(TASK REQUIREMENTS) Reproduce the data below in full and exclude every picture.

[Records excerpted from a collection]
-=-=-

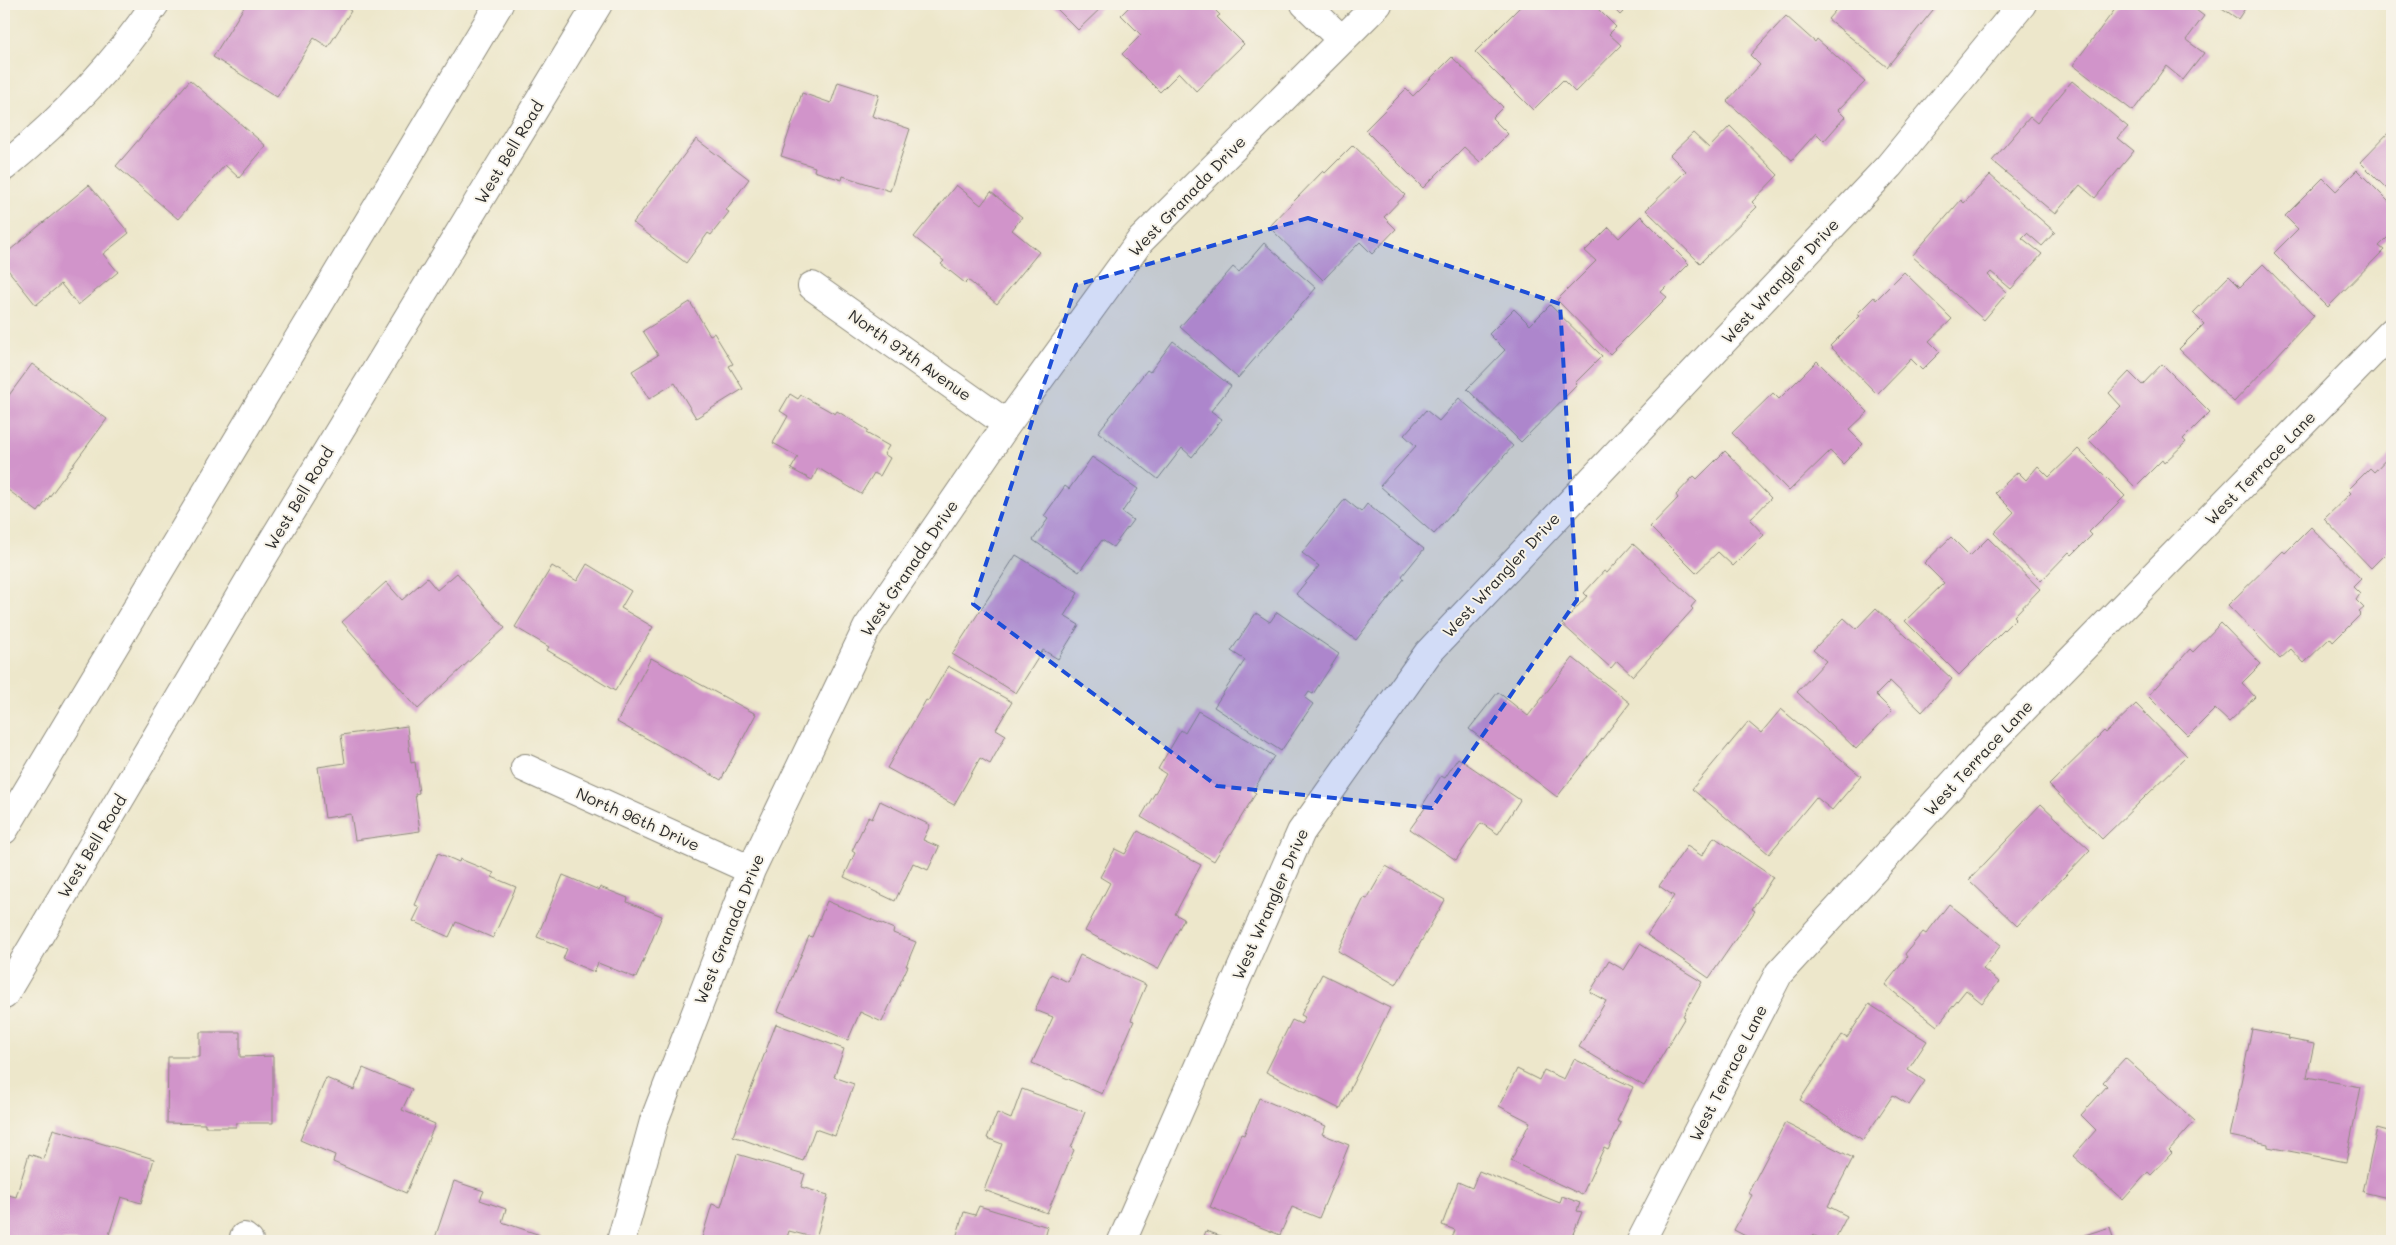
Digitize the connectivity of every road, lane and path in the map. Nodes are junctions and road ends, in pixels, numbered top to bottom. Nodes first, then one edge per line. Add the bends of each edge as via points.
1 (154, 4) edge
2 (499, 4) edge
3 (598, 4) edge
4 (1306, 4) edge
5 (1378, 4) edge
6 (2022, 4) edge
7 (1342, 40) junction
8 (4, 167) edge
9 (812, 286) dead end
10 (2392, 332) edge
11 (1007, 424) junction
12 (525, 768) dead end
13 (4, 830) edge
14 (751, 870) junction
15 (4, 995) edge
16 (621, 1241) edge
17 (1122, 1241) edge
18 (1641, 1241) edge

1 - 8 street via 124,48 74,105
2 - 13 street
3 - 15 street, West Bell Road via 266,552
4 - 7 street
5 - 7 street, West Granada Drive
6 - 17 street, West Wrangler Drive via 1889,166 1428,653 1301,832
7 - 11 street, West Granada Drive via 1140,241
9 - 11 street, North 97th Avenue
10 - 18 street, West Terrace Lane via 1995,738 1779,973
11 - 14 street, West Granada Drive via 867,628
12 - 14 street, North 96th Drive
14 - 16 street, West Granada Drive via 654,1121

-=-=-

(EXERCISE RESPONSE)
Digitize the connectivity of every road, lane and path in the map. Nodes are junctions and road ends, in pixels, numbered top to bottom. Nodes first, then one edge per line. Add the bends of each edge as via points.
1 (154, 4) edge
2 (499, 4) edge
3 (598, 4) edge
4 (1306, 4) edge
5 (1378, 4) edge
6 (2022, 4) edge
7 (1342, 40) junction
8 (4, 167) edge
9 (812, 286) dead end
10 (2392, 332) edge
11 (1007, 424) junction
12 (525, 768) dead end
13 (4, 830) edge
14 (751, 870) junction
15 (4, 995) edge
16 (621, 1241) edge
17 (1122, 1241) edge
18 (1641, 1241) edge

1 - 8 street via 124,48 74,105
2 - 13 street
3 - 15 street, West Bell Road via 266,552
4 - 7 street
5 - 7 street, West Granada Drive
6 - 17 street, West Wrangler Drive via 1889,166 1428,653 1301,832
7 - 11 street, West Granada Drive via 1140,241
9 - 11 street, North 97th Avenue
10 - 18 street, West Terrace Lane via 1995,738 1779,973
11 - 14 street, West Granada Drive via 867,628
12 - 14 street, North 96th Drive
14 - 16 street, West Granada Drive via 654,1121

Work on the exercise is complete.